2011年6月7日火曜日

握力測定の標準化

握力測定の標準化に向けたレビュー論文を紹介します。

Roberts HC, Denison HJ, Martin HJ, Patel HP, Syddall H, Cooper C, Sayer AA. A review of the measurement of grip strength in clinical and epidemiological studies: towards a standardised approach. Age Ageing. 2011 May 30. [Epub ahead of print]

握力はEWGSOPのサルコペニアの診断基準に含まれてたり、栄養指標として使用されることが増えたり、臨床栄養の世界で改めて注目されつつあります。私も診察で握力を評価する機会が増えました。ただし、標準的な測定方法はまだ定義されていません。

握力の測定方法を記載してある論文をレビューした結果、ばらつきが大きいことが明らかになりました。最大値か平均値か、1回か2回か3回か、両側か片側か、測定時のポジションなど、いろんな方法があります。

臨床で使用する分には、最大値、1回、両側で構わないと私は思っています。研究で使用するためには信頼性、妥当性のある評価方法にしなければいけないので、標準化された測定方法の開発が望まれます。

Abstract
BACKGROUND: the European Working Group on Sarcopenia in Older People has developed a clinical definition of sarcopenia based on low muscle mass and reduced muscle function (strength or performance). Grip strength is recommended as a good simple measure of muscle strength when 'measured in standard conditions'. However, standard conditions remain to be defined.

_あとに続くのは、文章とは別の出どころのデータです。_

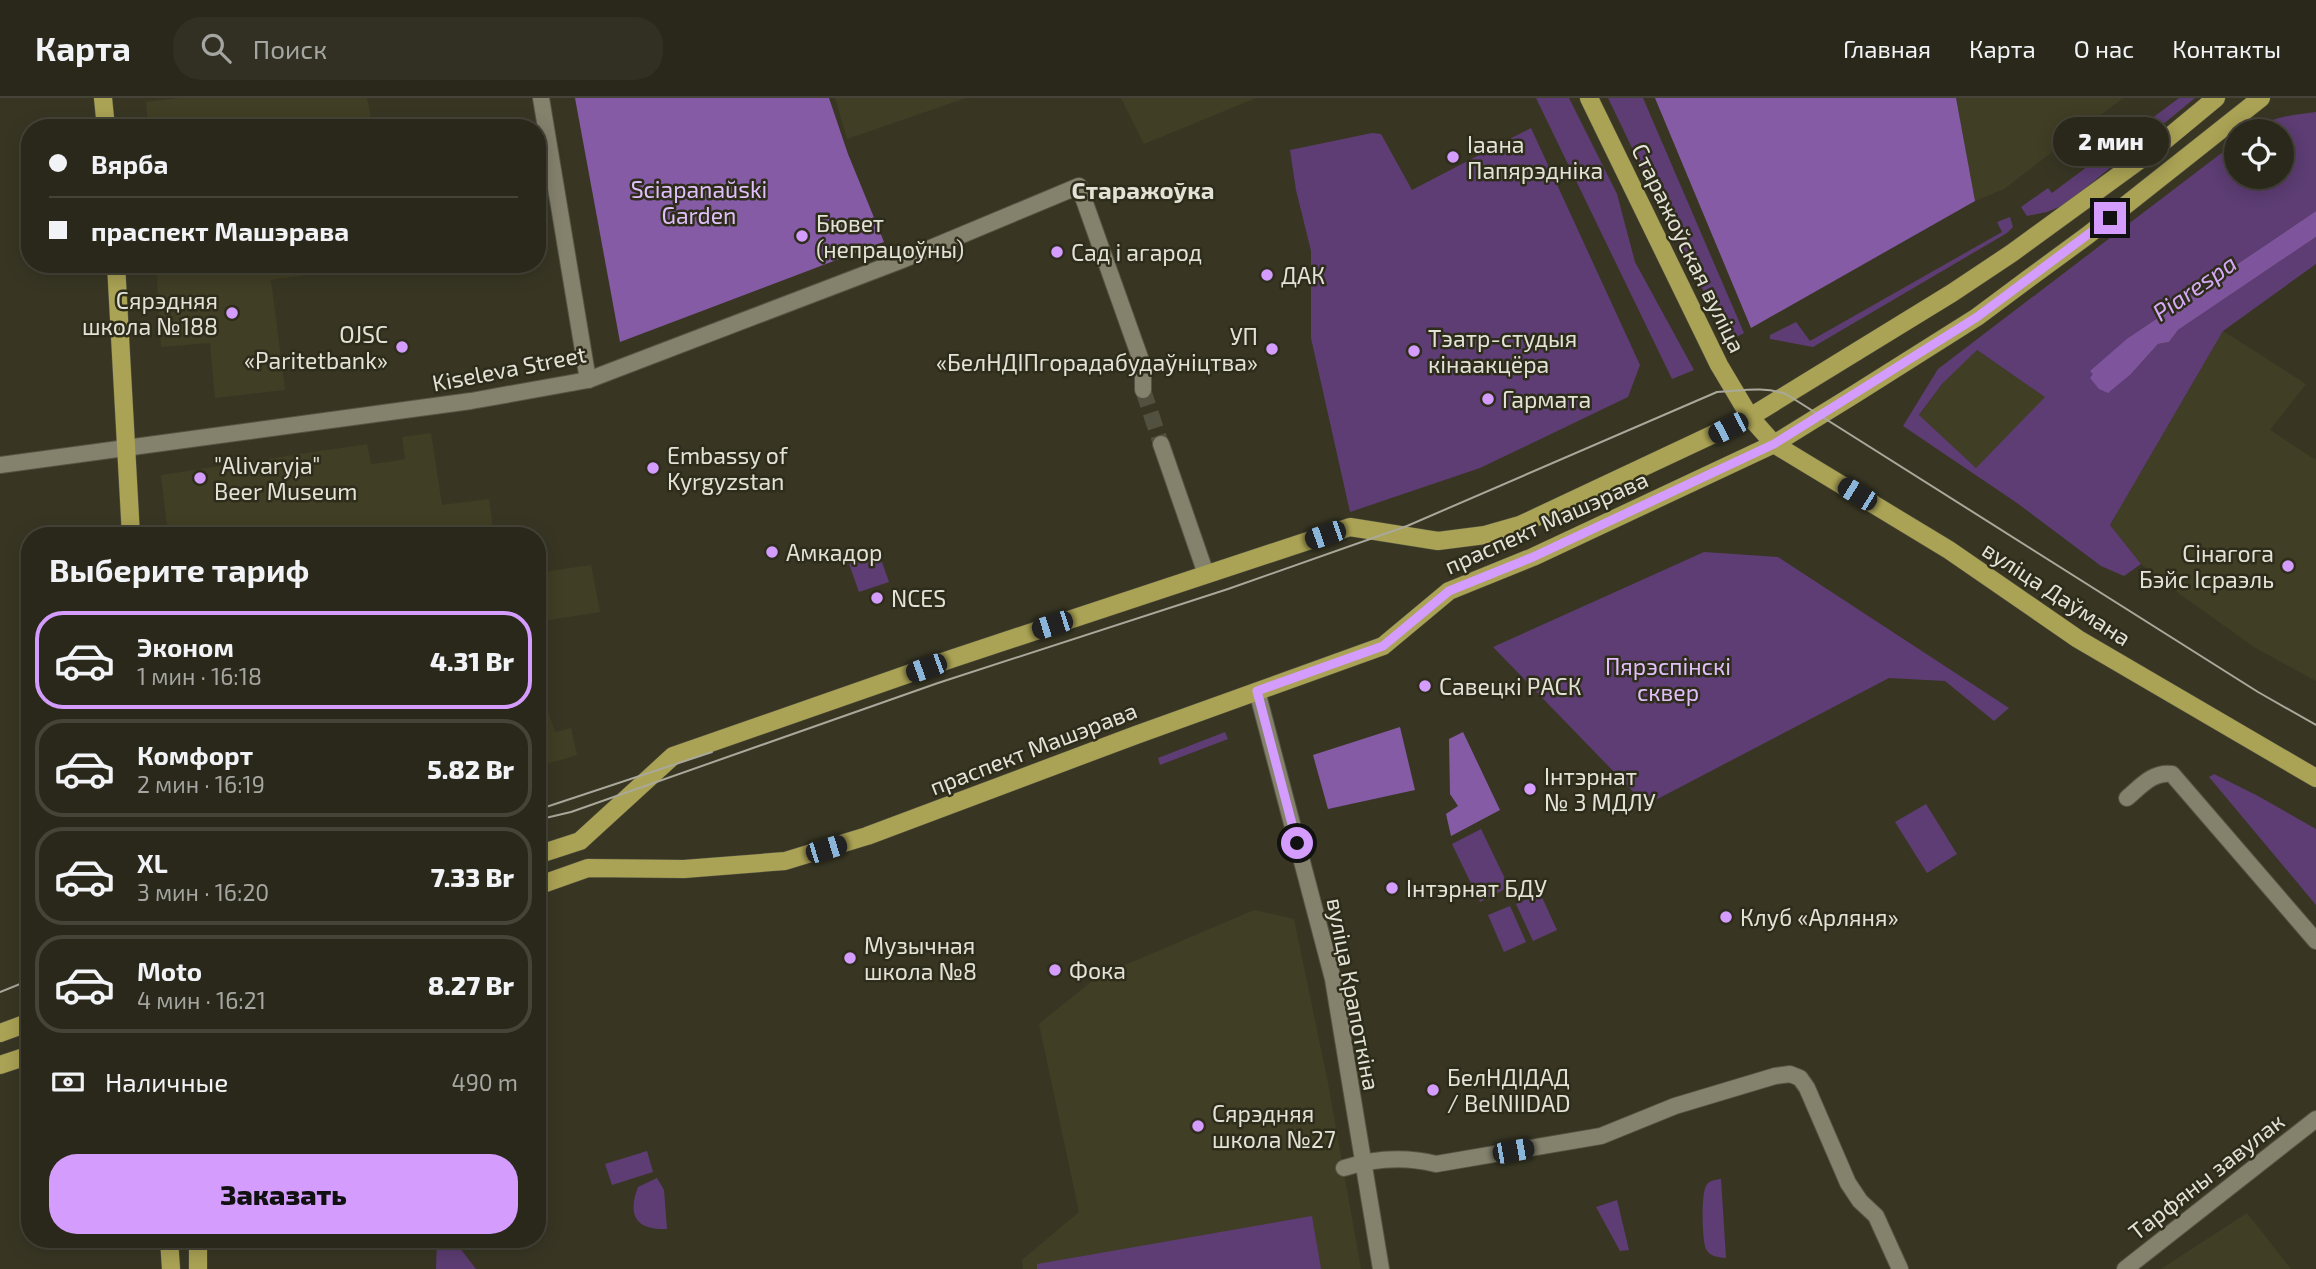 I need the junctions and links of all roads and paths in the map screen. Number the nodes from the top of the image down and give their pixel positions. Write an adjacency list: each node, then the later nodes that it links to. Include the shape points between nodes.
1 (103, 98): 6 (main road)
2 (541, 98): 7 (street)
3 (1589, 98): 14 (main road, Старажоўская вуліца, via 1719,365)
4 (2216, 98): 9 (main road, праспект Машэрава)
5 (2262, 98): 10 (main road, праспект Машэрава)
6 (105, 119)
7 (544, 119)
8 (546, 128): 12 (street)
9 (2179, 130): 10 (main road, via 2188,127 2196,132); 14 (main road, праспект Машэрава, via 1982,273)
10 (2196, 151): 16 (main road, праспект Машэрава, via 1977,317)
11 (117, 273): 17 (main road)
12 (588, 380): 13 (street, Kiseleva Street, via 902,260 1079,186 1143,366); 17 (street, Kiseleva Street, via 471,401)
13 (1143, 390)
14 (1750, 417): 16 (main road, Старажоўская вуліца); 20 (main road, праспект Машэрава, via 1520,526 1438,541 1350,527)
15 (1161, 444): 20 (street)
16 (1774, 444): 21 (main road, праспект Машэрава, via 1533,557 1449,591 1383,646); 22 (main road, вуліца Даўмана, via 1949,550 2078,639)
17 (127, 448): 18 (street, Kiseleva Street); 19 (main road)
18 (0, 465)
19 (131, 527)
20 (1206, 574): 24 (main road, праспект Машэрава, via 673,756 580,841)
21 (1257, 691): 26 (main road, праспект Машэрава, via 867,836 785,861 684,869 588,868); 34 (street, вуліца Крапоткіна, via 1333,979)
22 (2316, 778)
23 (2127, 798): 28 (street, via 2153,776 2172,774)
24 (567, 846): 25 (main road, праспект Машэрава); 26 (main road)
25 (546, 852)
26 (578, 873): 27 (main road, праспект Машэрава)
27 (546, 883)
28 (2316, 941)
29 (21, 1025): 30 (main road)
30 (0, 1032)
31 (21, 1058): 32 (main road)
32 (0, 1065)
33 (2316, 1119): 42 (street, Тарфяны завулак)
34 (1363, 1163): 35 (street); 40 (street, вуліца Крапоткіна); 41 (street, via 1395,1157 1436,1164 1601,1136 1675,1105 1790,1074 1800,1078 1813,1097 1848,1183 1876,1216)
35 (1344, 1168)
36 (170, 1248): 38 (main road)
37 (198, 1248): 39 (main road)
38 (171, 1269)
39 (198, 1269)
40 (1381, 1269)
41 (1900, 1269)
42 (2125, 1269)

METHODS: a literature search was conducted to review articles describing the measurement of grip strength listed in Medline, Web of Science and Cochrane Library databases up to 31 December 2009.

RESULTS: there is wide variability in the choice of equipment and protocol for measuring grip strength. The Jamar hand dynamometer is the most widely used instrument with established test-retest, inter-rater and intra-rater reliability. However, there is considerable variation in how it is used and studies often provide insufficient information on the protocol followed making comparisons difficult. There is evidence that variation in approach can affect the values recorded. Furthermore, reported summary measures of grip strength vary widely including maximum or mean value, from one, two or three attempts, with either hand or the dominant hand alone.

CONCLUSIONS: there is considerable variation in current methods of assessing grip strength which makes comparison between studies difficult. A standardised method would enable more consistent measurement of grip strength and better assessment of sarcopenia. Our approach is described.